Time to charge the fire extinguisher

Compounded has been around for almost a decade. Join Bob for a peek into Dice Hate Me’s chemistry lab.

I would need a Wayback to verify, but I believe Compounded was the first modern era board game to enter my collection. Before Ticket to Ride: Europe or New York 1901—even before Catan (obviously I’m a supremely late bloomer). Certainly before Everdell carried me through the tabletop floodgates, there was this little chemistry engine that could.

My wife is a biochemist and we’ve always sought out games with a scientific setting, but I would hardly label this little box a gateway game. I specifically remember wondering what I had gotten us into as I stickered the wooden discs and punched the tiny little diamond-shaped chits. After laboring through that first play, the game sat on our shelf for quite some time while we tried to develop a mental category for what we had experienced.

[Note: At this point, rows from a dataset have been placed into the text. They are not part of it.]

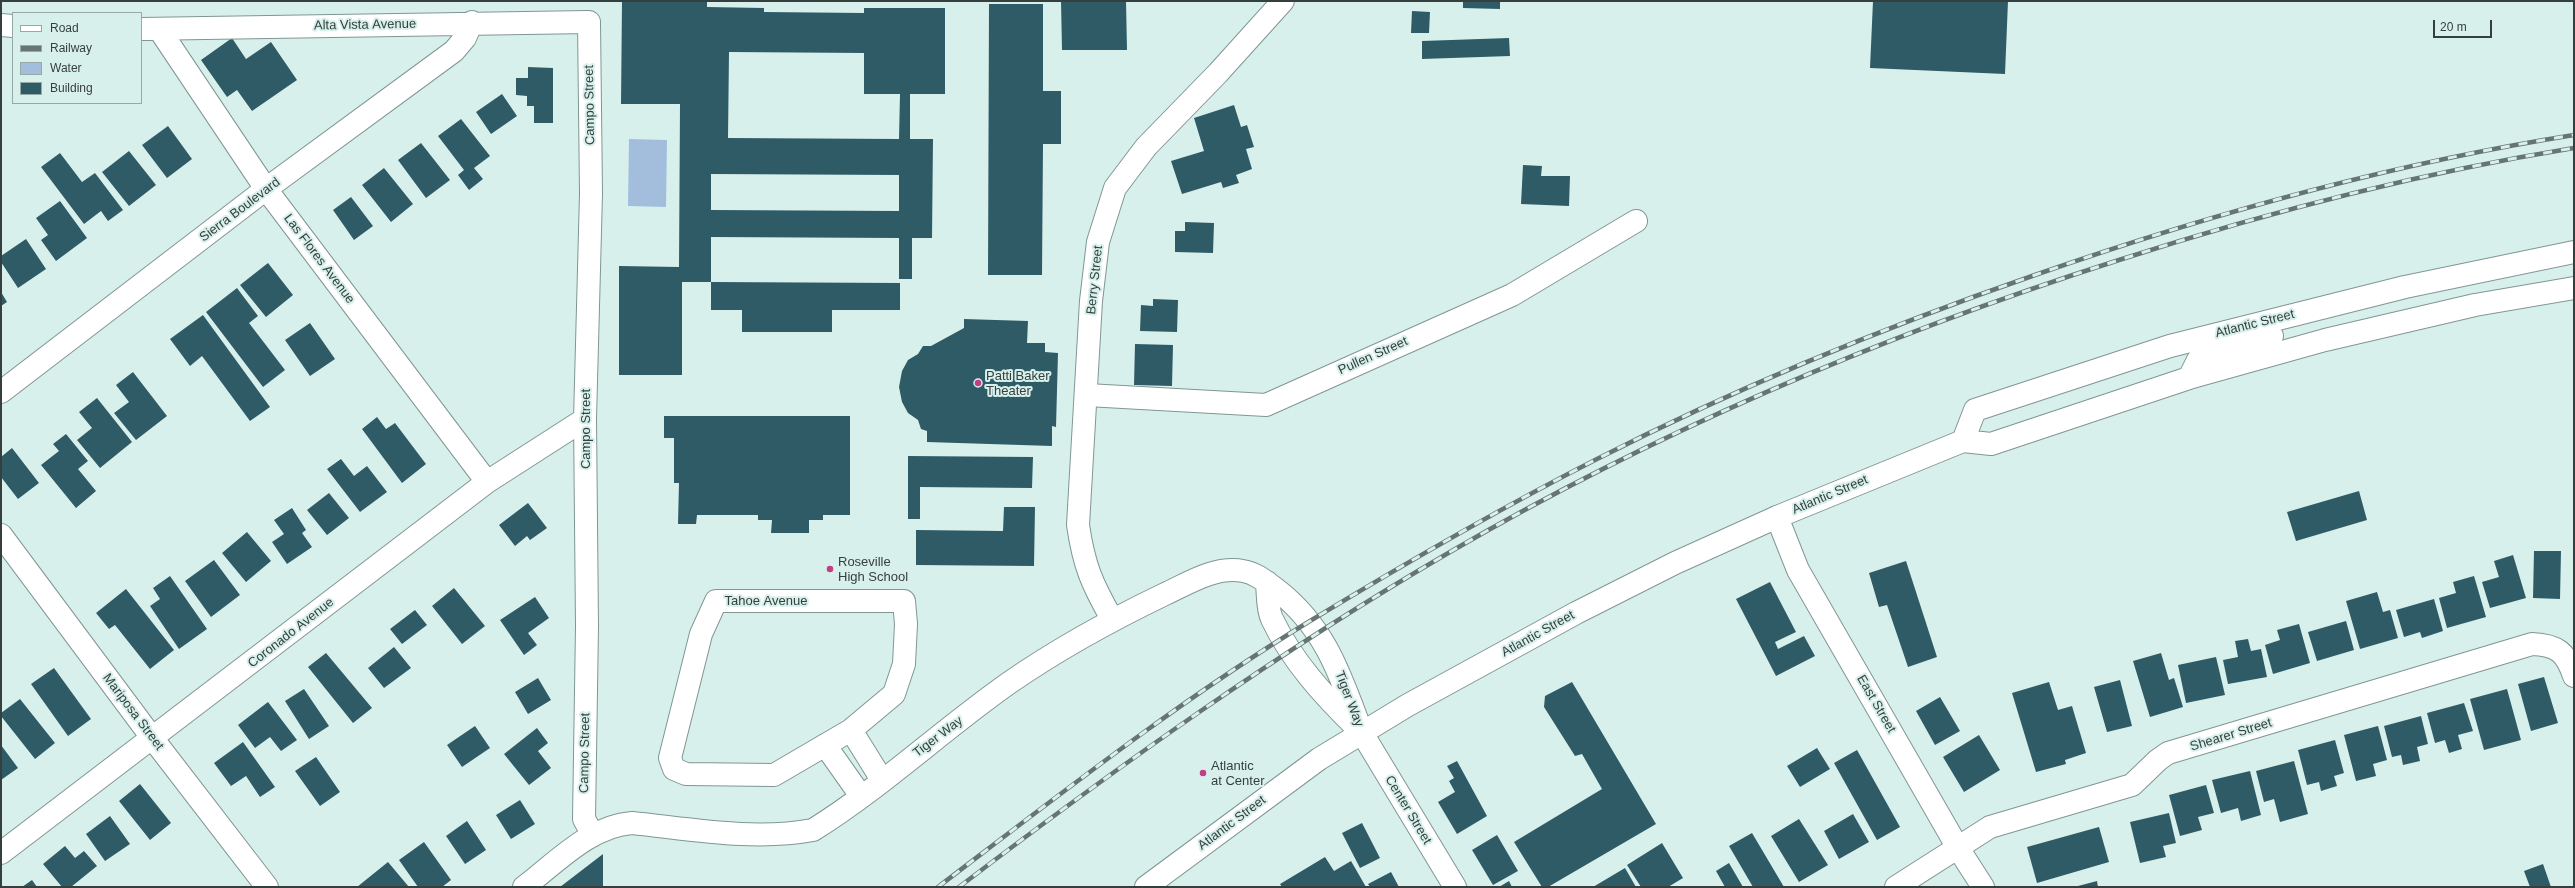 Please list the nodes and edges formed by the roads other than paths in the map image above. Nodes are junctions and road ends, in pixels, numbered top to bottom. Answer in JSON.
{"nodes":[{"id":1,"x":1283,"y":1,"type":"edge"},
{"id":2,"x":472,"y":22,"type":"junction"},
{"id":3,"x":589,"y":22,"type":"joint"},
{"id":4,"x":1,"y":25,"type":"edge"},
{"id":5,"x":12,"y":26,"type":"edge"},
{"id":6,"x":150,"y":29,"type":"edge"},
{"id":7,"x":266,"y":189,"type":"junction"},
{"id":8,"x":1636,"y":221,"type":"dead end"},
{"id":9,"x":2574,"y":252,"type":"edge"},
{"id":10,"x":2432,"y":282,"type":"junction"},
{"id":11,"x":2574,"y":288,"type":"edge"},
{"id":12,"x":2189,"y":378,"type":"junction"},
{"id":13,"x":1,"y":392,"type":"edge"},
{"id":14,"x":1087,"y":395,"type":"junction"},
{"id":15,"x":585,"y":419,"type":"junction"},
{"id":16,"x":1963,"y":441,"type":"junction"},
{"id":17,"x":487,"y":482,"type":"junction"},
{"id":18,"x":1777,"y":517,"type":"junction"},
{"id":19,"x":1,"y":535,"type":"edge"},
{"id":20,"x":1267,"y":582,"type":"junction"},
{"id":21,"x":1112,"y":619,"type":"junction"},
{"id":22,"x":2574,"y":676,"type":"edge"},
{"id":23,"x":851,"y":730,"type":"junction"},
{"id":24,"x":1362,"y":733,"type":"junction"},
{"id":25,"x":153,"y":739,"type":"junction"},
{"id":26,"x":825,"y":745,"type":"junction"},
{"id":27,"x":882,"y":780,"type":"junction"},
{"id":28,"x":861,"y":796,"type":"junction"},
{"id":29,"x":593,"y":834,"type":"junction"},
{"id":30,"x":1958,"y":848,"type":"junction"},
{"id":31,"x":1,"y":853,"type":"edge"},
{"id":32,"x":267,"y":887,"type":"edge"},
{"id":33,"x":524,"y":887,"type":"edge"},
{"id":34,"x":1146,"y":887,"type":"edge"},
{"id":35,"x":1455,"y":887,"type":"edge"},
{"id":36,"x":1896,"y":887,"type":"edge"},
{"id":37,"x":1983,"y":887,"type":"edge"}],
"edges":[{"from":1,"to":14,"type":"street","name":"Berry Street"},
{"from":2,"to":3,"type":"street","name":"Alta Vista Avenue"},
{"from":2,"to":6,"type":"street","name":"Alta Vista Avenue"},
{"from":2,"to":7,"type":"street","name":"Sierra Boulevard"},
{"from":3,"to":15,"type":"street","name":"Campo Street"},
{"from":4,"to":5,"type":"street"},
{"from":6,"to":7,"type":"street","name":"Las Flores Avenue"},
{"from":7,"to":13,"type":"street","name":"Sierra Boulevard"},
{"from":7,"to":17,"type":"street","name":"Las Flores Avenue"},
{"from":8,"to":14,"type":"street","name":"Pullen Street"},
{"from":9,"to":10,"type":"street","name":"Atlantic Street"},
{"from":10,"to":12,"type":"street"},
{"from":10,"to":16,"type":"street","name":"Atlantic Street"},
{"from":11,"to":12,"type":"street","name":"Atlantic Street"},
{"from":12,"to":16,"type":"street","name":"Atlantic Street"},
{"from":14,"to":21,"type":"street","name":"Berry Street"},
{"from":15,"to":17,"type":"street","name":"Coronado Avenue"},
{"from":15,"to":29,"type":"street","name":"Campo Street"},
{"from":16,"to":18,"type":"street","name":"Atlantic Street"},
{"from":17,"to":25,"type":"street","name":"Coronado Avenue"},
{"from":18,"to":24,"type":"street","name":"Atlantic Street"},
{"from":18,"to":30,"type":"street","name":"East Street"},
{"from":19,"to":25,"type":"street","name":"Mariposa Street"},
{"from":20,"to":21,"type":"street","name":"Tiger Way"},
{"from":20,"to":24,"type":"street","name":"Tiger Way"},
{"from":20,"to":24,"type":"street","name":"Tiger Way"},
{"from":21,"to":27,"type":"street","name":"Tiger Way"},
{"from":22,"to":30,"type":"street","name":"Shearer Street"},
{"from":23,"to":26,"type":"street","name":"Tahoe Avenue"},
{"from":23,"to":26,"type":"street","name":"Tahoe Avenue"},
{"from":23,"to":27,"type":"street"},
{"from":24,"to":34,"type":"street","name":"Atlantic Street"},
{"from":24,"to":35,"type":"street","name":"Center Street"},
{"from":25,"to":31,"type":"street","name":"Coronado Avenue"},
{"from":25,"to":32,"type":"street","name":"Mariposa Street"},
{"from":26,"to":28,"type":"street"},
{"from":27,"to":28,"type":"street","name":"Tiger Way"},
{"from":28,"to":29,"type":"street","name":"Tiger Way"},
{"from":29,"to":33,"type":"street"},
{"from":30,"to":36,"type":"street","name":"Shearer Street"},
{"from":30,"to":37,"type":"street","name":"East Street"}]} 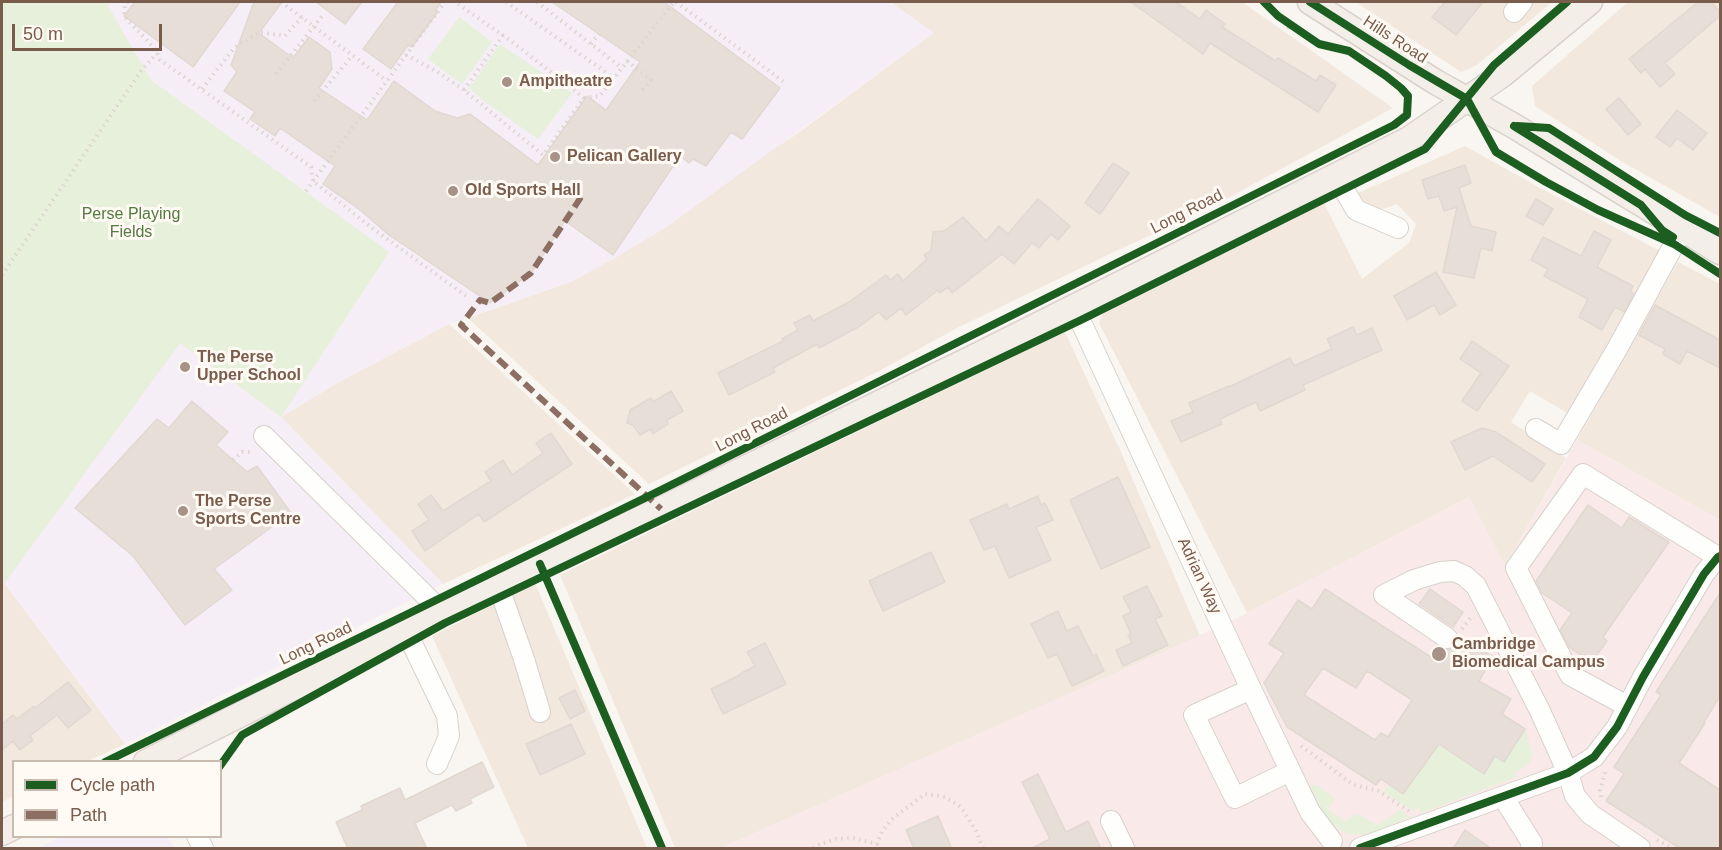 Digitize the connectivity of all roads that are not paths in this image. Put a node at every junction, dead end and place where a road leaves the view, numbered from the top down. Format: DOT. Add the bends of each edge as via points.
graph roads {
  1 [pos="1310,2"];
  2 [pos="1590,2"];
  3 [pos="1467,99"];
  4 [pos="1336,176"];
  5 [pos="1398,228"];
  6 [pos="1682,230"];
  7 [pos="1720,252"];
  8 [pos="1074,307"];
  9 [pos="1536,429"];
  10 [pos="264,436"];
  11 [pos="1719,556"];
  12 [pos="498,585"];
  13 [pos="439,615"];
  14 [pos="406,631"];
  15 [pos="1447,638"];
  16 [pos="1251,689"];
  17 [pos="1628,706"];
  18 [pos="540,712"];
  19 [pos="152,760"];
  20 [pos="437,764"];
  21 [pos="1290,771"];
  22 [pos="1568,773"];
  23 [pos="1505,796"];
  24 [pos="1111,821"];
  25 [pos="1645,842"];
  26 [pos="1334,846"];
  27 [pos="1368,848"];
  28 [pos="1124,849"];
  29 [pos="1531,849"];
  1 -- 3 [label="main road, Hills Road"];
  2 -- 3 [label="main road, Long Road" via="1505,73"];
  3 -- 4 [label="main road, Long Road" via="1409,139"];
  3 -- 6 [label="main road, Hills Road"];
  4 -- 5 [label="lane" via="1356,210"];
  4 -- 8 [label="main road, Long Road"];
  6 -- 7 [label="main road, Hills Road"];
  6 -- 9 [label="lane" via="1561,444"];
  8 -- 12 [label="main road, Long Road"];
  8 -- 16 [label="lane, Adrian Way"];
  10 -- 13 [label="lane" via="432,602"];
  11 -- 17 [label="lane" via="1704,574"];
  11 -- 17 [label="lane" via="1583,474 1516,568 1570,675"];
  12 -- 13 [label="main road, Long Road"];
  12 -- 18 [label="lane"];
  13 -- 14 [label="main road, Long Road"];
  14 -- 19 [label="main road, Long Road"];
  14 -- 20 [label="lane" via="447,716 449,736"];
  15 -- 22 [label="lane" via="1384,595 1440,572 1454,571 1476,586"];
  16 -- 21 [label="lane, Adrian Way"];
  16 -- 21 [label="lane" via="1194,715 1235,798"];
  17 -- 22 [label="lane" via="1594,757"];
  21 -- 26 [label="lane, Adrian Way" via="1310,812"];
  22 -- 23 [label="lane"];
  22 -- 25 [label="lane" via="1575,796 1590,814"];
  23 -- 27 [label="lane"];
  23 -- 29 [label="lane" via="1532,843"];
  24 -- 28 [label="lane"];
}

Compounded is a game, however, that keeps finding its way back to our table. We weren’t ready for its even moderate complexity the first time. After playing some more suitable welcoming games and familiarizing ourselves with modern mechanics, everything started to make sense, but I’m still not sure I’d say we enjoyed the next few attempts. Having now played hundreds more titles and grasped a bit more of gaming and ourselves as gamers, we’ve found the comfort zone and I’ve grown to really appreciate the pseudo-relaxation of the lab.

Designed by Darrell Louder and originally released in 2013 by Dice Hate Me Games, Compounded has modestly withstood the test of time. In 2022 Greater Than Games (Spirit Island, Sentinels of the Multiverse) successfully Kickstarted the Compounded: Peer-Reviewed Edition with a facelift and a companion roll-and-write titled Lab Notes to keep the chemically-minded discovering and researching for the foreseeable future.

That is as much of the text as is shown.